Parking? Park at the layby a mile or so North of Biggar on the A702 signposted for Gladstone’s Cottage Ruin, the hill sits across the road. Or park in Biggar and walk out past Loaningdales Outdoor centre to ascend the hill.

Lightshaw

I visited this site today in a misty drizzle as the light was falling. Huge coal lorries flew past. Yet this mighty stone exudes a real timeless peaceful authority over all the passing traffic. The site stands in a landscape shaped by grassed over pit bings and slag heaps, old mine workings and deserted railway lines. The mining hasn’t completely left and there are huge opencasts in the vicinity (one a few hundred yards behind the stone).
There are two massive stones on the skyline a few hundred yards above the Lightshaw stone which may just be there as a result of field clearance or the opencast. I’ll check them out on my next visit. Forgot my camera today!

Crichton Souterrain

3pm Sunday 8 November 2009

The hedges along the tiny single lane B road were full of rusty orange beech leaves and crimson hawthorn berries. Myself and Samspade parked at the gate at the bottom of the field.

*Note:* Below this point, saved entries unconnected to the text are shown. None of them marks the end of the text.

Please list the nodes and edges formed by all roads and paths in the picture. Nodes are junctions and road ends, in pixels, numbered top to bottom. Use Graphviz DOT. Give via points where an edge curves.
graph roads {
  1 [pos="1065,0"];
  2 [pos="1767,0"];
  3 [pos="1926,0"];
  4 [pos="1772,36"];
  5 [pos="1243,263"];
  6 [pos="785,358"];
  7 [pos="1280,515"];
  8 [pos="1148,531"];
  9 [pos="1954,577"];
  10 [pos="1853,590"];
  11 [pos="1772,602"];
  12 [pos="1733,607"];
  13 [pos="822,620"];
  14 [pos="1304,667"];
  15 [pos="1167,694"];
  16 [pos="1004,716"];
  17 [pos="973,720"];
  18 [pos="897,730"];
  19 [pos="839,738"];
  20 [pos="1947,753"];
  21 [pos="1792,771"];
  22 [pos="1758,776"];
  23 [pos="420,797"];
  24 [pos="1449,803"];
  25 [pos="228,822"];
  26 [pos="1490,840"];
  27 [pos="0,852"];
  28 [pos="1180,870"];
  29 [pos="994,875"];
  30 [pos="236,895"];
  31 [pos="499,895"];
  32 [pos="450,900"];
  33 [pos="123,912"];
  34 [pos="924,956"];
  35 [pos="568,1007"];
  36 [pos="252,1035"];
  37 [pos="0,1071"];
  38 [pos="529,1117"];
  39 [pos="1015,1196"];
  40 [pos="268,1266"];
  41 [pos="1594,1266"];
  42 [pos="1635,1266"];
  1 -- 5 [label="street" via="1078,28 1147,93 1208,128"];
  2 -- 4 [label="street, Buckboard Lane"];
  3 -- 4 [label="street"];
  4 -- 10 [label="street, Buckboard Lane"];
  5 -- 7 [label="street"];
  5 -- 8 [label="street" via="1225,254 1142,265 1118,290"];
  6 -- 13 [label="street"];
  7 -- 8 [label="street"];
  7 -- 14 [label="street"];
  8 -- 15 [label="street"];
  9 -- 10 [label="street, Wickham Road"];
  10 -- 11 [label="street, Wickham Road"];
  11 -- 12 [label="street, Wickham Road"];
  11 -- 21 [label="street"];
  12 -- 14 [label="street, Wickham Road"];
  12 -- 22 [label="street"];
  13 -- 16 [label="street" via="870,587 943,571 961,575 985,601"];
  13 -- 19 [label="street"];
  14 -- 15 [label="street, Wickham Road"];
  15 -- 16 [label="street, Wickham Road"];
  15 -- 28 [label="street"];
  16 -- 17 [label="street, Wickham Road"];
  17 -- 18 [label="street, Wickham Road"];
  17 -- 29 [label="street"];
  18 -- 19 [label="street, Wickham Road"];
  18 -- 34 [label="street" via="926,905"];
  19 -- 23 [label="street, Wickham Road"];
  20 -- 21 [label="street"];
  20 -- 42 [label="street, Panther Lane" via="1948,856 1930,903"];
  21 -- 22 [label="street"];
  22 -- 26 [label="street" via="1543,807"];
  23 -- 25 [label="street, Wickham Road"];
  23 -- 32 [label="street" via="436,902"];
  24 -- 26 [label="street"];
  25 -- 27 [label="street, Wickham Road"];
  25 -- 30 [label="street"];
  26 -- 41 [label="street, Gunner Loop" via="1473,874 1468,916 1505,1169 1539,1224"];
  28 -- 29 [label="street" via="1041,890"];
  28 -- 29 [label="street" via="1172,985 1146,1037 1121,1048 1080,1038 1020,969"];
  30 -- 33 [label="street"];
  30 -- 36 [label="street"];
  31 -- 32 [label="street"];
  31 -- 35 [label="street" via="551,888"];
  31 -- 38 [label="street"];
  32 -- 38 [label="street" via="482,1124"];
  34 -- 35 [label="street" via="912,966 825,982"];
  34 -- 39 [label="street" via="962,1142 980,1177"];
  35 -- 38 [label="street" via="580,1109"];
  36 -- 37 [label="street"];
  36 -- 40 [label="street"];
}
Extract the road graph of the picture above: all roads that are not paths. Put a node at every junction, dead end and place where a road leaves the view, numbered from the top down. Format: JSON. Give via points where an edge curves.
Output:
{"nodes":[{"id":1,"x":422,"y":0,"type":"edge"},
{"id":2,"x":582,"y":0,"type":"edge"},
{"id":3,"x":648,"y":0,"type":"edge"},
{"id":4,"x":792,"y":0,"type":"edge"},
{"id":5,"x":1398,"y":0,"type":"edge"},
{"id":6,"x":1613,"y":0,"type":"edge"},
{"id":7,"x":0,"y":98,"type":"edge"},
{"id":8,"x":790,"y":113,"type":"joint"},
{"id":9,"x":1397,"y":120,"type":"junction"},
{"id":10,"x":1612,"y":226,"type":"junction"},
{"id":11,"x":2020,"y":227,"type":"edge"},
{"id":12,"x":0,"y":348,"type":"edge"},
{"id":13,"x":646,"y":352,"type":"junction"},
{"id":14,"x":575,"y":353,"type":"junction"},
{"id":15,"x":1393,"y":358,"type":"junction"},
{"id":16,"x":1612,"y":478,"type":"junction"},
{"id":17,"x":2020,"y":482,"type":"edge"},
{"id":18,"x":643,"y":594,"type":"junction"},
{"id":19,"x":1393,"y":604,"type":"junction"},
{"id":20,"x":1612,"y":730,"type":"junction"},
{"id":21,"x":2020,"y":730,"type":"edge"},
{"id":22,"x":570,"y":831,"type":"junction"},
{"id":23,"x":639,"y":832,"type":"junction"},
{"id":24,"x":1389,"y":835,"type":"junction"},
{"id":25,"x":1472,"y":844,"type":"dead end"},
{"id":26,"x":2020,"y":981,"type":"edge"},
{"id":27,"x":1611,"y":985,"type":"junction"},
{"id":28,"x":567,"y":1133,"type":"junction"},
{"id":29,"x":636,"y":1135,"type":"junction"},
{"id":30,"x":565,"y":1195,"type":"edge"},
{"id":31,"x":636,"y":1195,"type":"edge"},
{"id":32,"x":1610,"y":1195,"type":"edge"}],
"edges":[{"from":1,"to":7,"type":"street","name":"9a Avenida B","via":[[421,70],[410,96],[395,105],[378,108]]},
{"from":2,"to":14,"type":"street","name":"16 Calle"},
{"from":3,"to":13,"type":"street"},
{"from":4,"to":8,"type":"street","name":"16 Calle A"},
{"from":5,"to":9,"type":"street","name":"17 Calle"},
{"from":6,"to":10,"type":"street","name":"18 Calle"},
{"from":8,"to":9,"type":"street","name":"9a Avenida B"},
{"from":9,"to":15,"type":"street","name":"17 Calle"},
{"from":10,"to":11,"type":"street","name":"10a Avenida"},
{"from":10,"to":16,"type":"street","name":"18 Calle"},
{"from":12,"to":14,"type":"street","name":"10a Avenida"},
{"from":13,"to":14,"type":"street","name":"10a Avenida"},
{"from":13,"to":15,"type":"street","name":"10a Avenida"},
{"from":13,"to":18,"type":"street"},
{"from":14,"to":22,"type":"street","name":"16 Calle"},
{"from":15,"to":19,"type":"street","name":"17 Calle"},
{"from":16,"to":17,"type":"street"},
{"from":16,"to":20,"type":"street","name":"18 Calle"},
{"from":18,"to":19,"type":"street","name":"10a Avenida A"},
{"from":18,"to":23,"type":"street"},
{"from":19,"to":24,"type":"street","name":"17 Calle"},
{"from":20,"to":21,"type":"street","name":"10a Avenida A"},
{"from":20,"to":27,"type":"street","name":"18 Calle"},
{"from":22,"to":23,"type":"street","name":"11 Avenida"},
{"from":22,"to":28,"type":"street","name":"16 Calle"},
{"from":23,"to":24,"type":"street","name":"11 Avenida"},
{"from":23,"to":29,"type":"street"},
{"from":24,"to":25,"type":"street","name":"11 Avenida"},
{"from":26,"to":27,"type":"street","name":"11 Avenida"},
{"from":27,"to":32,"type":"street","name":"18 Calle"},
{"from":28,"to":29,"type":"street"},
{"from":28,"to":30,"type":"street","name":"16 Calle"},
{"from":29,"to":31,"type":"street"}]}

A low winter sun strafed the stubble in the fields. The souterrain field has a crop of winter greens this year. This meant a longer walk along the field to the left side then up until we were level with the fenced in overgrown patch in the middle of the field. The souterrain’s in there. We made our way across the crops along a tractor wheel rut to avoid trampling the crop.
Samspade had never been before and was looking forward to seeing this site. I’d been many times and had brought waterproof trousers, wellies, a torch and my wee camera. This souterrain can be very wet and the crawl/ crouch on the way in can leave you caked in Midlothian glaur. True to form, the floor was a sea of muddy water and squelching clay. Despite the damp and the hanging “bead curtains” of dripping wet grass roots Samspade was gobsmacked at the place and we walked around taking pictures and soaking in the quiet still calm of this unique place. Samspade picked up a beautiful flint scraper from the edge of a puddle.
The first lintel upon entering the souterrain is covered with many cup marks (one is huge). We wondered if it had previously been a standing stone nearby which had been re-used. The other huge lintel stones could well have been standing stones too, for although there is evidence of working/ shaping on some of them, their shapes seem in marked contrast to the neatly squared and dressed roman blocks in the walls. Perhaps originally the “Pegasus” was a bit of roman graffitti on a standing stone?
When we finally crawled out blinking in the last rays of the afternoon, the view out over the Firth of Forth was spectacular. The twin peaks of Fife’s Lomond Hills sat high above the trail of smoke from Kirkcaldy. The strange hillock two fields below was illuminated by the dying rays of the sun making it look even more unnatural.
We rounded the day off with a trip to a garden centre to pick up bark chips for Samspade’s garden. The centre was full of Christmas tack. We bought a bag of bark and left as quickly as we could, trying not to let the tacky tinsel and glitter outshine the quiet gloom of the souterrain.